Une image fait le tour du Net, via les réseaux sociaux : en Iran, une jeune femme tête nue montée sur un caisson de mobilier urbain se tient debout dans une avenue bondée. Au bout du bâton qu’elle tient, son foulard, celui que lui impose la loi des mollahs. Elle l’expose à la vue de tous comme un forçat brandirait ses chaînes dont il est enfin libéré. Des hommes la regardent.
Depuis que la République islamique a été instaurée et fait peser sur la société iranienne le carcan trop lourd d’un islam chiite rigoriste, ce n’est pas la première fois que la jeunesse souhaite s’en émanciper, mais jusqu’ici sans succès.
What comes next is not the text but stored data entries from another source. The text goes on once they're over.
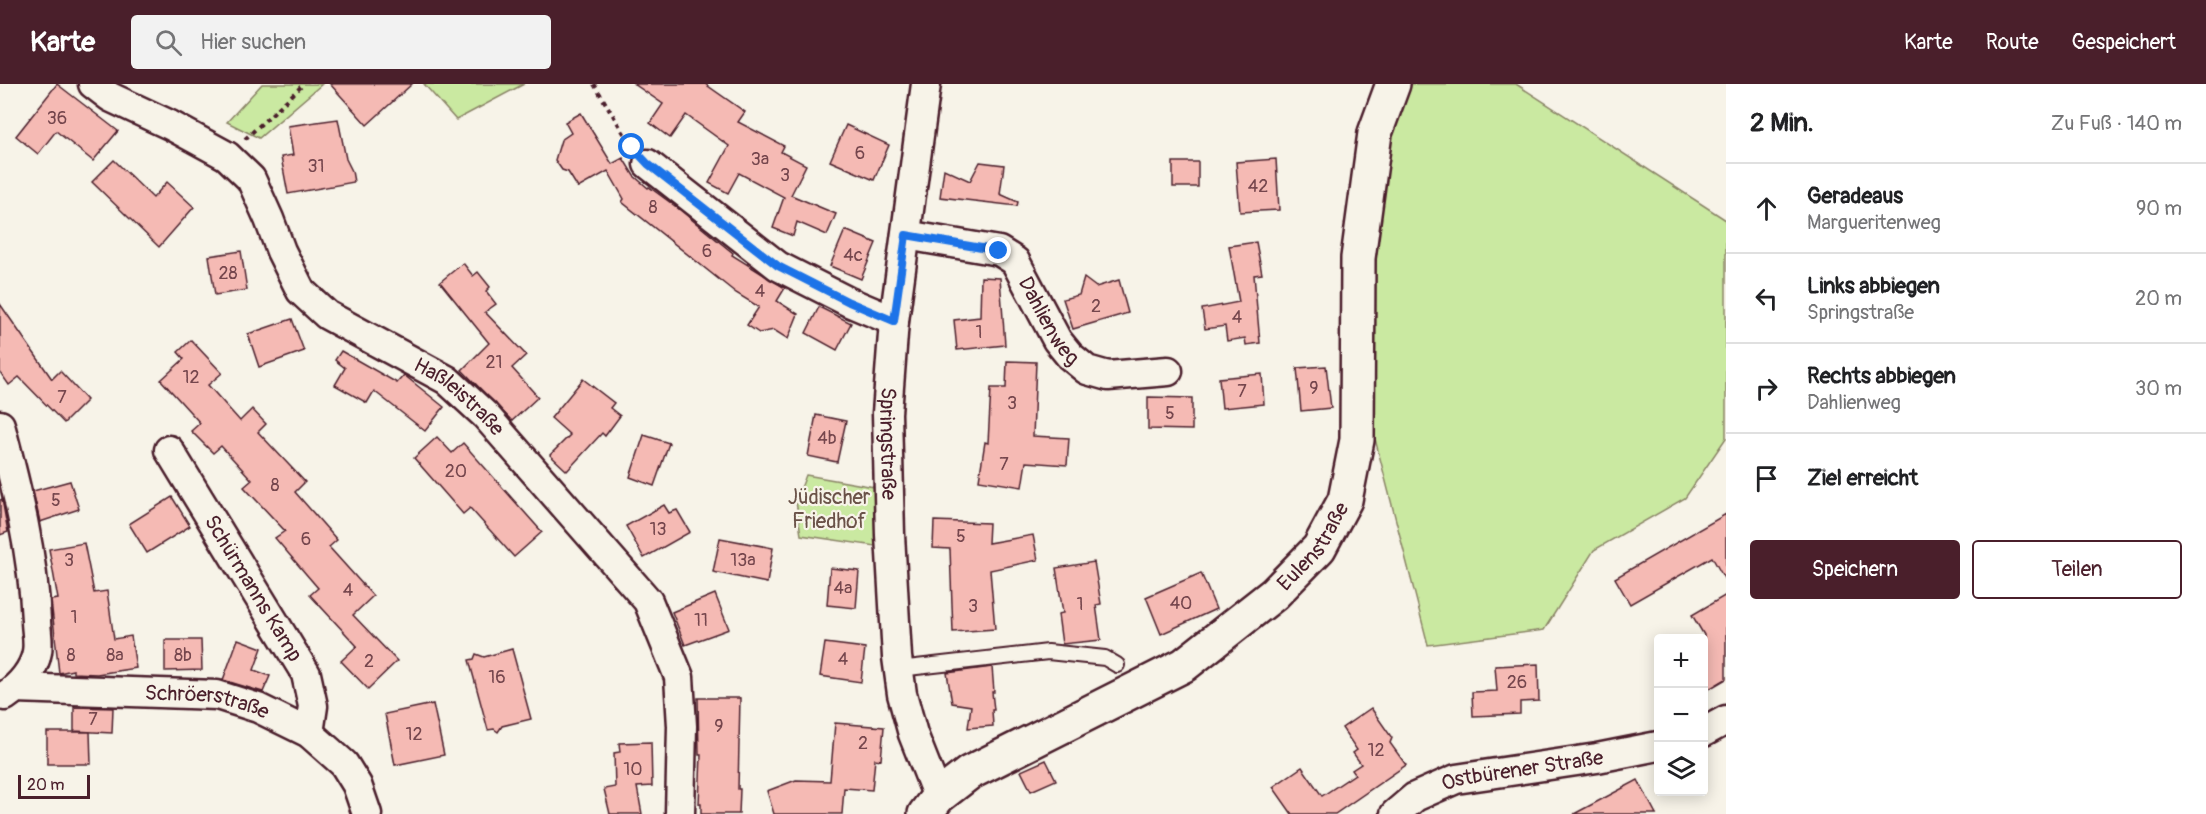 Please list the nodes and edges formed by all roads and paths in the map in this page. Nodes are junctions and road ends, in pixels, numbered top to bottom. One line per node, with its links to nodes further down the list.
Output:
1 (93, 84): 6 (street, Haßleistraße)
2 (304, 84): 6 (path)
3 (594, 84): 7 (path)
4 (926, 84): 8 (street, Springstraße)
5 (1393, 84): 20 (main road, Eulenstraße)
6 (227, 156): 22 (street, Haßleistraße)
7 (648, 164): 9 (street)
8 (906, 235): 9 (street, Springstraße); 10 (street, Dahlienweg)
9 (894, 321): 14 (street, Springstraße)
10 (1168, 372)
11 (0, 425): 15 (street)
12 (169, 450): 18 (street, Schürmanns Kamp)
13 (1117, 665): 14 (lane)
14 (899, 669): 20 (street, Springstraße)
15 (8, 694): 18 (street, Schröerstraße)
16 (1726, 720): 17 (street)
17 (1708, 730)
18 (309, 734): 21 (street, Schröerstraße)
19 (1654, 747): 23 (street, Ostbürener Straße)
20 (931, 805)
21 (367, 814)
22 (680, 814)
23 (1395, 814) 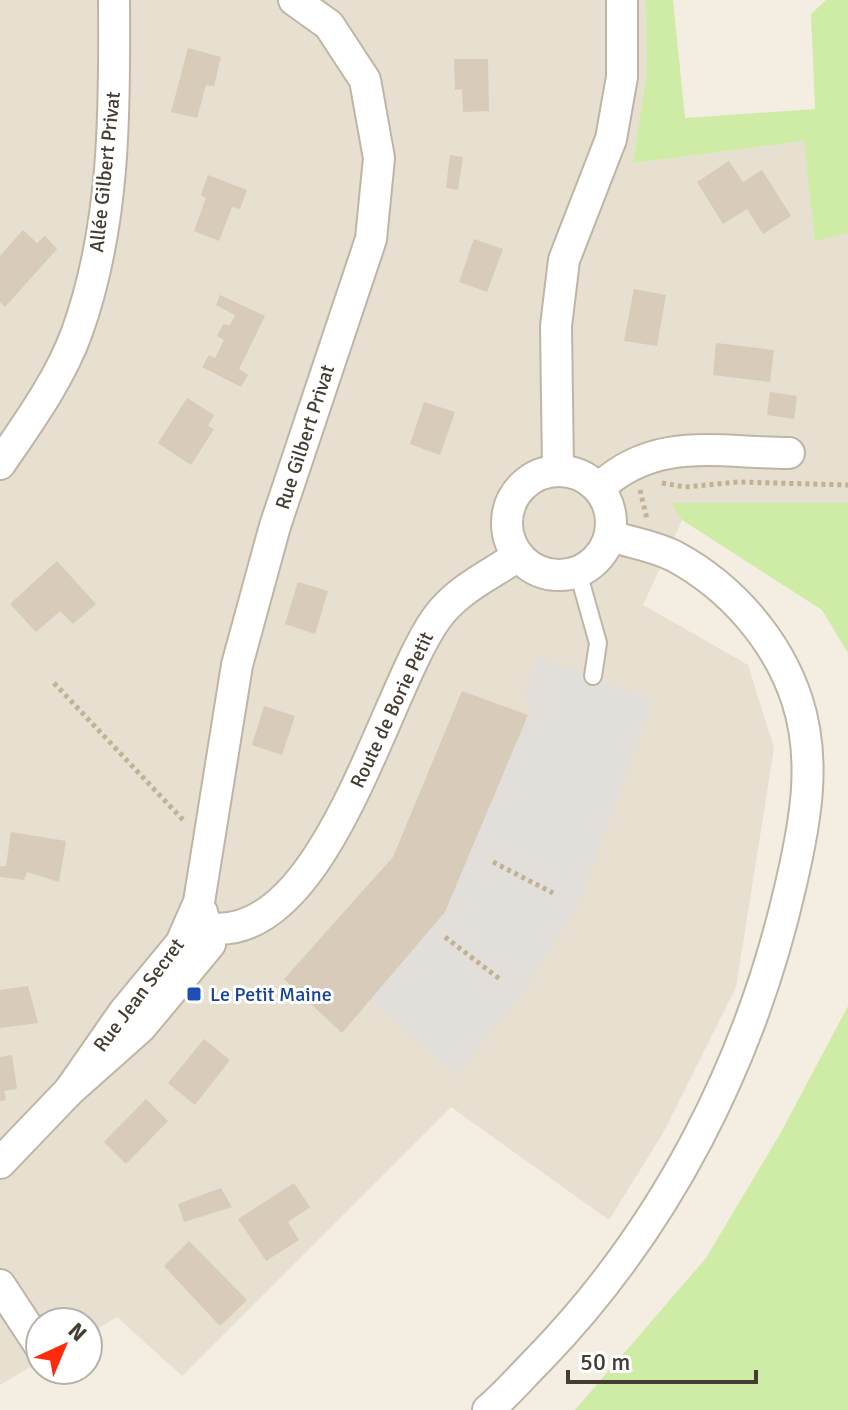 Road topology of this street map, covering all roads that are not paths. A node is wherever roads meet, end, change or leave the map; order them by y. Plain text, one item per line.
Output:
1 (114, 0) edge
2 (294, 0) edge
3 (622, 0) edge
4 (789, 453) dead end
5 (0, 464) edge
6 (558, 470) junction
7 (599, 488) junction
8 (611, 536) junction
9 (518, 556) junction
10 (578, 572) junction
11 (593, 676) dead end
12 (204, 915) junction
13 (0, 1163) edge
14 (0, 1285) edge
15 (24, 1322) edge
16 (488, 1410) edge

1 - 5 street, Allée Gilbert Privat
2 - 12 street, Rue Gilbert Privat
3 - 6 street
4 - 7 street
6 - 7 street
6 - 9 street
7 - 8 street
8 - 10 street
8 - 16 street
9 - 10 street
9 - 12 street, Route de Borie Petit
10 - 11 lane
12 - 13 street, Rue Jean Secret
14 - 15 street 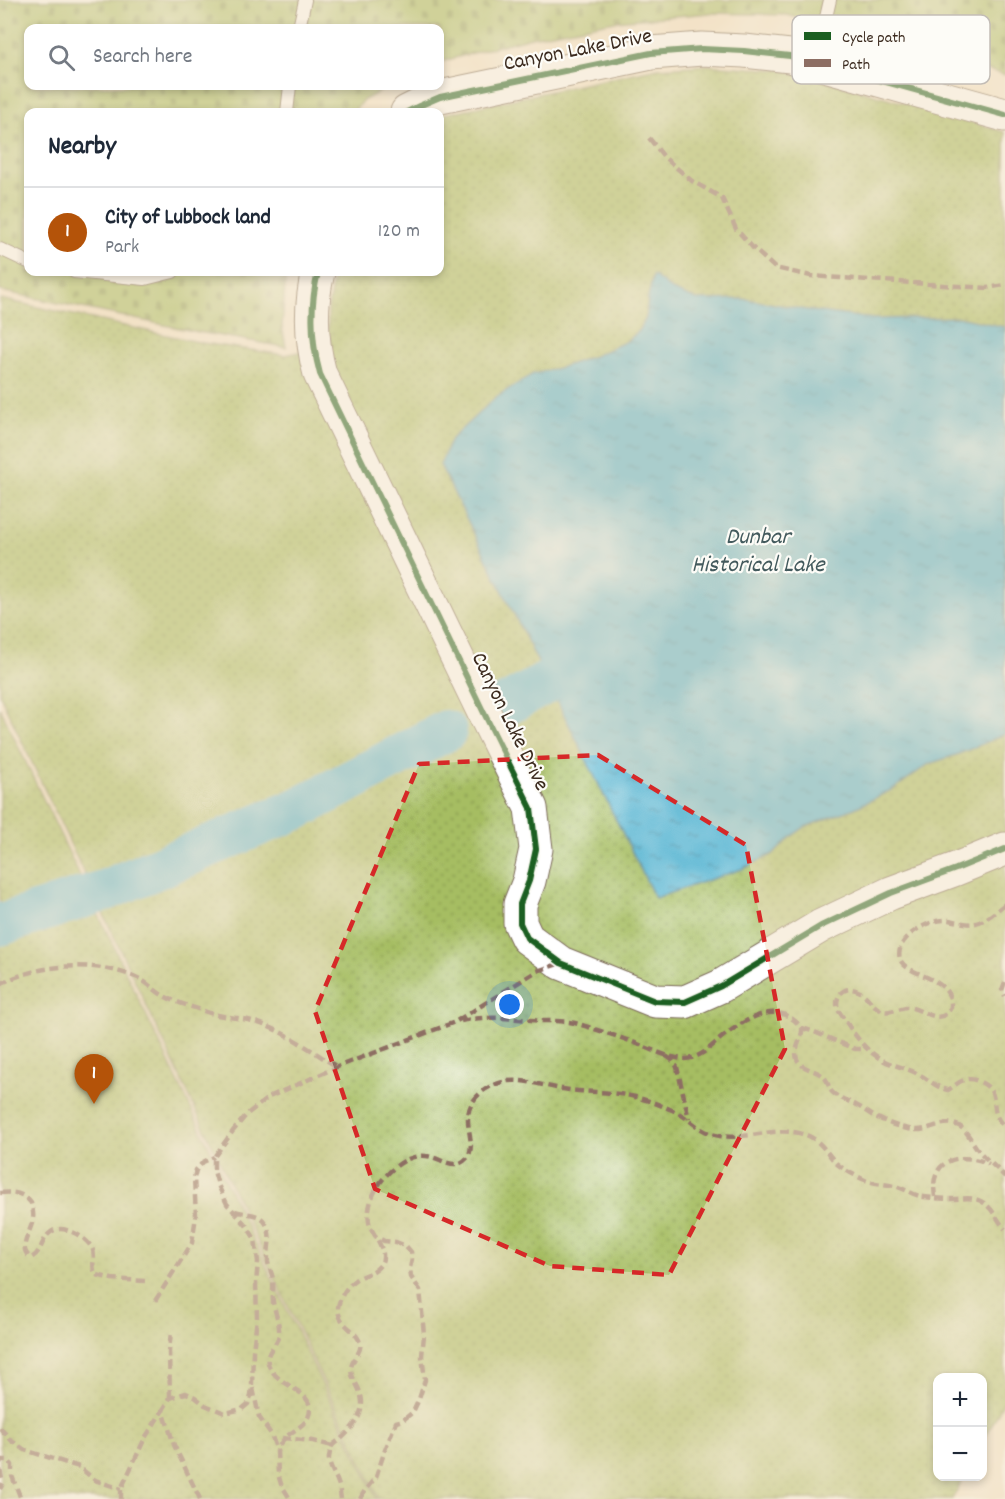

Les réseaux sociaux regorgent de ces montages qui montrent des jeunes femmes iraniennes modernes et occidentalisées d’avant la révolution islamique, et les juxtaposent à celles d’aujourd’hui, camouflées sous une tenue conforme aux exigences de la police religieuse locale.
Sans abolir la loi en vigueur, le chef de la police de Téhéran a annoncé la fin des arrestations et des poursuites judiciaires pour non-respect du code vestimentaire. S’agit-il de jeter un peu de lest afin de tenter de préserver un semblant d’ordre ? Est-ce une simple et hypocrite tactique pour identifier plus facilement les opposantes, pour ensuite les mettre hors d’état de nuire au régime en place ? Ou est-ce le simple constat que les idées ne restent pas dans les prisons où les régimes autoritaires voudraient les voir croupir ?
Le printemps arabe n’a pas eu d’effet en Iran, et nul ne sait ce qui adviendra de cet « hiver perse » qui s’y déroule peut-être. Je souhaite bon courage aux Iraniennes qui oseront défier cette société patriarcale rétrograde, et bonne chance aux Iraniens. Trente-neuf ans d’obscurantisme, ça suffit. Mais le libéralisme à la sauce occidentale, même s’il les fait peut-être rêver par certains de ses aspects, n’est pas une panacée. Et dans notre société libérale où la bien-pensance remplace la réflexion, le courage et la morale, nous laissons le voile asservir sournoisement des femmes.